Our approach to play styles is based upon a regression model with game score as a function of the roles, game type, and map chosen by each player in each match. We also include the rank of each player in this regression model to account for differences in player ability. We estimate both global and player-specific coefficients on each of these covariates. The player-specific coefficients can also be interpreted as measures of how well that player performs relative to the global performance across all players under specific role/game/map choices.
The set of player-specific coefficients is what defines a player’s style: how each role/game/map choice by the player relates to their team’s performance in the match. We then discover common play styles across players by employing a semi-parametric Bayesian clustering approach based on a Dirichlet process, which allows us to discover groups of players that have similar coefficients. The Dirichlet process (Ferguson74PriorDistributions), as reviewed in Muller04NonparametricBayesian, is the basis for many model-based clustering approaches (Griffin06OrderBased; Teh06DP).
Relative to k-means, our choice of a model-based Bayesian clustering procedure has the important advantage that the number of clusters, i.e. uniqueplayer styles, does not have to be pre-specified. We employ k-means clustering to provide a good initialization for our model estimation, but the number of clusters can grow (or shrink) as the algorithm proceeds based on whether extra (or fewer) clusters are needed to provide the best explanation of the observed data.
Our semi-parametric Bayesian clustering approach is also related to the DP-means procedure of Kulis12DPMeans. However, our focus is on clustering player-specific regression coefficients (that define latent player styles
) rather than Gaussian means. More importantly, our Markov Chain Monte Carlo implementation does not produce a “hard clustering” that we would get from DP-means. Rather, players are able to switch between clusters (play styles) in our approach.

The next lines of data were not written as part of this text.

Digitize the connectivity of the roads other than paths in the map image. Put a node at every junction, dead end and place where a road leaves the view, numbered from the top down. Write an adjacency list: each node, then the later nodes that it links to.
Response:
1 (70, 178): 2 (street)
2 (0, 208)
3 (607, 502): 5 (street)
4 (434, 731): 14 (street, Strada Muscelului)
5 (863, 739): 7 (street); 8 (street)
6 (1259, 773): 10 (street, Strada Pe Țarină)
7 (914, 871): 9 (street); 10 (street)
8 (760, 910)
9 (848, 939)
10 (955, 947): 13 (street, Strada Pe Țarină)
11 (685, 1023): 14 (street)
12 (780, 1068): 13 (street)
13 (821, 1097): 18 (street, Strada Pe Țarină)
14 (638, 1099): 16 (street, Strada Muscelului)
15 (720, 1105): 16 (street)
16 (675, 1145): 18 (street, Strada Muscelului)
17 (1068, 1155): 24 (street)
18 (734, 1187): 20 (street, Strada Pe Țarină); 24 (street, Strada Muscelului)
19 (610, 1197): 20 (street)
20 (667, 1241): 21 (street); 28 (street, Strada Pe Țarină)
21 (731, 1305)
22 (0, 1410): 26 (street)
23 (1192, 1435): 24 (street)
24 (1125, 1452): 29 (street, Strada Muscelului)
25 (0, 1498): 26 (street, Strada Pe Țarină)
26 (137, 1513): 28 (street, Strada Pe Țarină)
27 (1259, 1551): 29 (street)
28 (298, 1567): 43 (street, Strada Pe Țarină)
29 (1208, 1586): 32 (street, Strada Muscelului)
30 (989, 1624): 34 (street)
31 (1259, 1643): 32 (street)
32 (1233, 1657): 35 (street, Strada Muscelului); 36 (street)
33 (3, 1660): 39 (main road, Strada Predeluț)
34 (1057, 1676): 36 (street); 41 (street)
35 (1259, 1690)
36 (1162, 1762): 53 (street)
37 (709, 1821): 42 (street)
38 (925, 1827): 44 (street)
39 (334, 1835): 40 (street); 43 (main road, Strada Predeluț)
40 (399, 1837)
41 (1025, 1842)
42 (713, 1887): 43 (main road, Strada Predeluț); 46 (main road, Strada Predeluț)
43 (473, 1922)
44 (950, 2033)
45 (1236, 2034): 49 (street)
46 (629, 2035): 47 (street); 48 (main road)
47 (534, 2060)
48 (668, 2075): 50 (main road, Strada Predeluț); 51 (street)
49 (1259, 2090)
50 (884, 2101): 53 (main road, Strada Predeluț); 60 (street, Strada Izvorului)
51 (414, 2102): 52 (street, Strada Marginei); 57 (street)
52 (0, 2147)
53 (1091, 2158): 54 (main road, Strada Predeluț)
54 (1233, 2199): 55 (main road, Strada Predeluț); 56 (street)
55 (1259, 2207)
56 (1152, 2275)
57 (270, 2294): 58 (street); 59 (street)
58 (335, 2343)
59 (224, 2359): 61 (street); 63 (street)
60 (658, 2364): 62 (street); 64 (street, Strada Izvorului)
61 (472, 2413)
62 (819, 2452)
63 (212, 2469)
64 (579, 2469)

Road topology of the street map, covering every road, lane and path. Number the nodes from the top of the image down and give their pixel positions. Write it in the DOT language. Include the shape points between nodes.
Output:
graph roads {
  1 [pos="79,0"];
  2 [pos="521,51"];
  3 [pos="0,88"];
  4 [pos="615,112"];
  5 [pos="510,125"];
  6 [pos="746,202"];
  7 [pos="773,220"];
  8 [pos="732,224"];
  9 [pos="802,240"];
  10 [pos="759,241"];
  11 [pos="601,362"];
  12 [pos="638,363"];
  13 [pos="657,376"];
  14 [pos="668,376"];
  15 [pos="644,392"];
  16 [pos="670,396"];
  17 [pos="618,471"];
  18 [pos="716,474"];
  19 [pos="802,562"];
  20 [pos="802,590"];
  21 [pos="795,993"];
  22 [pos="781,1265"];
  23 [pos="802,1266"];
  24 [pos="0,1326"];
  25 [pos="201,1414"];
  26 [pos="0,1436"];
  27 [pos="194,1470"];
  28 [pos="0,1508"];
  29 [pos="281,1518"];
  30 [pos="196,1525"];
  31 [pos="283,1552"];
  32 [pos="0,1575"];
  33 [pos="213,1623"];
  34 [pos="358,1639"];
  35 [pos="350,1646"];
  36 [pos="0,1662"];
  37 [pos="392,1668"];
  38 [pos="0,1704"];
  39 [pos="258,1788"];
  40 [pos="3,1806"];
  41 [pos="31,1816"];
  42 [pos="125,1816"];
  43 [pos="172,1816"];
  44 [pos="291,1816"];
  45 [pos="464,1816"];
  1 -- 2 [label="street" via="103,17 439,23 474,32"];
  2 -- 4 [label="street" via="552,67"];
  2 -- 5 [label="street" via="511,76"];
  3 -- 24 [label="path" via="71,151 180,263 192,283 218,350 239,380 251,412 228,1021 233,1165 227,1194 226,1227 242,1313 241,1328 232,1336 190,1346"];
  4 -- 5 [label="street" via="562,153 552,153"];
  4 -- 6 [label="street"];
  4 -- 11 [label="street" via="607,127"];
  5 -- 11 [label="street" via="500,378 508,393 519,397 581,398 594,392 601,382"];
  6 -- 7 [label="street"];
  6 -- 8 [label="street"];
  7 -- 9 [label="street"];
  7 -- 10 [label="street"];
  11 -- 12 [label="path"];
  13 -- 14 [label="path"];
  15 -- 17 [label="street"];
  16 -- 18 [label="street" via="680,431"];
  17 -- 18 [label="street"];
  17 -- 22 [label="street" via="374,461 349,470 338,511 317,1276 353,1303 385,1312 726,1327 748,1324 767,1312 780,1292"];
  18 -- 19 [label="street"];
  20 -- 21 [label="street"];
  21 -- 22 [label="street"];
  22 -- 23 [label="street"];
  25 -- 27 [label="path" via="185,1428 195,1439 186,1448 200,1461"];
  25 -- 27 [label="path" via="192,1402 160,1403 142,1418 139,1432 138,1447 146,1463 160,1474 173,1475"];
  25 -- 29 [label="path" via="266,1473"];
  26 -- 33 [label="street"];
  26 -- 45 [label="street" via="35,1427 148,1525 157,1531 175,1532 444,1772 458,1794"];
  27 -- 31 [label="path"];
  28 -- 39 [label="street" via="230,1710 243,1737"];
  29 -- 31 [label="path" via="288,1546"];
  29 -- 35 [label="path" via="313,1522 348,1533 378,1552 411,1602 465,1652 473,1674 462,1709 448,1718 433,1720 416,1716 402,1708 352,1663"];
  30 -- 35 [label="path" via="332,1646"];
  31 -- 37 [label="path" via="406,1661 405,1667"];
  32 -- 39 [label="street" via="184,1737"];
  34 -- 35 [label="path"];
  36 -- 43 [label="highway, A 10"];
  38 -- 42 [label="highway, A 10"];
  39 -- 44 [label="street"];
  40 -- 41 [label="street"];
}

Our “soft clustering” strategy that allows players to move between clusters accommodates two types of potential variability exhibited by players in Battlefield 3. First, certain players may have a play style that is a true hybrid between two (or more) common play styles shared by many players. Second, certain players can transition to new play styles over time as they continue to play the game and so they should be allowed to move between play style clusters as we observe more matches for that player.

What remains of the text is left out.